En las lecturas
de este domingo tenemos tres modelos de personas que aceptaron la vocación a la
santidad que Dios les dio, reconociendo inicialmente su incapacidad para
conseguirlo. Estas tres personas - Isaías, san Pablo y San Pedro - fueron
llamadas por Dios a conseguir la santidad mediante la predicación de la palabra
de Dios. Las tres respondieron positivamente a la llamada de Dios, a la
vocación; cada una desde sus concretas y particulares circunstancias
personales.
La
primera lectura del Profeta Isaías nos enseña que, si creemos y sabemos que no
estamos preparados para cumplir la misión que Dios nos encarga, Él mismo nos
ayudará. Pero tenemos que dejar ayudar. El profeta Isaías es un buen ejemplo
para nosotros. Reconoció humildemente su impureza y su incapacidad personal,
pero ofreció a Dios su disponibilidad para cumplir con la vocación de profeta
que el Señor le pedía.
San
Pablo pasó de perseguidor a perseguido, de heterodoxo del judaísmo a contrario
profundo de la ley hebrea.

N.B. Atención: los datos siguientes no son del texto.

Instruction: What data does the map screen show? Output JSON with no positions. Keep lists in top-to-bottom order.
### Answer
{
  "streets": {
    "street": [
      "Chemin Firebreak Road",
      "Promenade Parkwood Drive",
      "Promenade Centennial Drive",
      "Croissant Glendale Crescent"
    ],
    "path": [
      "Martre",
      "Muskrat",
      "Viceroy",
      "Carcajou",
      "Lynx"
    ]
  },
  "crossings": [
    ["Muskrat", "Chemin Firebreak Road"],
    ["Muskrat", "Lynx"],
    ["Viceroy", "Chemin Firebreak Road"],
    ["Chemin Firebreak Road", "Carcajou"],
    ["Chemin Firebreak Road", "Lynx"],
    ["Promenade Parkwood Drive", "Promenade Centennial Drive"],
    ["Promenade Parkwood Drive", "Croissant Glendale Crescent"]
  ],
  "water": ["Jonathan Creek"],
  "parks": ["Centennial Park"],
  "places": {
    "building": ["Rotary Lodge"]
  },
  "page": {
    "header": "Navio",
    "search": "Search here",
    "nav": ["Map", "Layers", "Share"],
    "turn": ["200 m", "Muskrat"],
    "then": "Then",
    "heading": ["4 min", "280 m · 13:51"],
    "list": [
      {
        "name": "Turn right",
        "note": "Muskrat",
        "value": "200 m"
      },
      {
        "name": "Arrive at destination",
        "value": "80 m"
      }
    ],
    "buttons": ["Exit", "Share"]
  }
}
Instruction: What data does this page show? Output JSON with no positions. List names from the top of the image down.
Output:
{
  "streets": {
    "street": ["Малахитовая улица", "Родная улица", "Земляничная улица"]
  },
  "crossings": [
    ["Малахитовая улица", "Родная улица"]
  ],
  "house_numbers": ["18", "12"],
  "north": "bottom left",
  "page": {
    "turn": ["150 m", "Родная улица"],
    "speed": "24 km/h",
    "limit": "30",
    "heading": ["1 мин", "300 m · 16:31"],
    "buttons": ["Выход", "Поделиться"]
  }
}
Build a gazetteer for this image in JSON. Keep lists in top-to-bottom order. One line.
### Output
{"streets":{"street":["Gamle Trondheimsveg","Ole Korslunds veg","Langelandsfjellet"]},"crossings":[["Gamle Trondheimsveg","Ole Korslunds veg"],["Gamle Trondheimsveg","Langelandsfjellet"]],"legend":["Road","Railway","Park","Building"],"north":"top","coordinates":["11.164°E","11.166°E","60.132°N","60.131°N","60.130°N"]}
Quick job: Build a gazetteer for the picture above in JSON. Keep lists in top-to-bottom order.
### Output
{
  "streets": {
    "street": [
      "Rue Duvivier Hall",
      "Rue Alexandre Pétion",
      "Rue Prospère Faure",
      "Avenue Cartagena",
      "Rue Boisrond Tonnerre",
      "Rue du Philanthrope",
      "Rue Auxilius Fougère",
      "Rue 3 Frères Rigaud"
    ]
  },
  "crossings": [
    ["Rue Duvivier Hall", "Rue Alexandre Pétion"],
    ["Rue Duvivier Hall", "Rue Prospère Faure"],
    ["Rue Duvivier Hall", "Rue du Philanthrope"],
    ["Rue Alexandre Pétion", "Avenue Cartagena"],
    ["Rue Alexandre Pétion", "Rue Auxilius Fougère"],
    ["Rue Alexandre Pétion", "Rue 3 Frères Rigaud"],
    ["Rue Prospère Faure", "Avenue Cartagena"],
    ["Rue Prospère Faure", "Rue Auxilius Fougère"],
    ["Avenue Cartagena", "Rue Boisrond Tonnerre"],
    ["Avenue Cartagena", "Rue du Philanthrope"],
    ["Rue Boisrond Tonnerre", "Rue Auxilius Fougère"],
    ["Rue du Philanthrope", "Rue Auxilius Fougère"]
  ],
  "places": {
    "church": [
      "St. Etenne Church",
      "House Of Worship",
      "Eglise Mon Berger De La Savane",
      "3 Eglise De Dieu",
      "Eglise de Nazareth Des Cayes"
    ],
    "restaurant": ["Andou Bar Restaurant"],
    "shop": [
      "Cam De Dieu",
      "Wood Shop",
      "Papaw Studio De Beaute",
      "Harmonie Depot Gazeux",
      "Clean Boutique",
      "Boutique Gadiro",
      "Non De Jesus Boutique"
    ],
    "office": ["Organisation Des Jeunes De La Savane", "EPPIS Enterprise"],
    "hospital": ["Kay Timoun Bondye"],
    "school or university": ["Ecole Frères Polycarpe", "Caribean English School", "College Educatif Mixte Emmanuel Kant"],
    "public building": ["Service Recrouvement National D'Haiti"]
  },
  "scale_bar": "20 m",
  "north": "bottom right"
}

Tenía que dejarse llevar –también contra todo
pronóstico—como un inválido, no como un aguerrido perseguidor , a Damasco y
allí esperar. Podría haberse negado y, mejor o peor, seguir su camino y cumplir
la otra misión: la de perseguir a los seguidores de Cristo.
San
Pedro, atónito y asustado, por el portentoso milagro que acaba de ver, se
arrojó a los pies del Señor para reconocer que él no era la persona apropiada,
para el encargo que le proponía Jesús y se declara pecador… El Maestro le dice,
simplemente, “no temas, yo te haré pescador de hombres”.
"Él año de la muerte del
rey Ozías, vi al Señor sentado sobre un trono alto y
excelso: la orla de su manto llenaba el templo" (Is
6, 1).
Isaías contempla, entre extasiado y atónito, el grandioso espectáculo que se
despliega ante sus ojos. Los cielos se han abierto, todo ha desaparecido de su
vista, las cosas terrenas han quedado bañadas por la brillante policromía del
mundo de la luz. Y allá, en lo alto, en lo más excelso, está sentado el Señor,
llenando con su esplendor el recinto del templo.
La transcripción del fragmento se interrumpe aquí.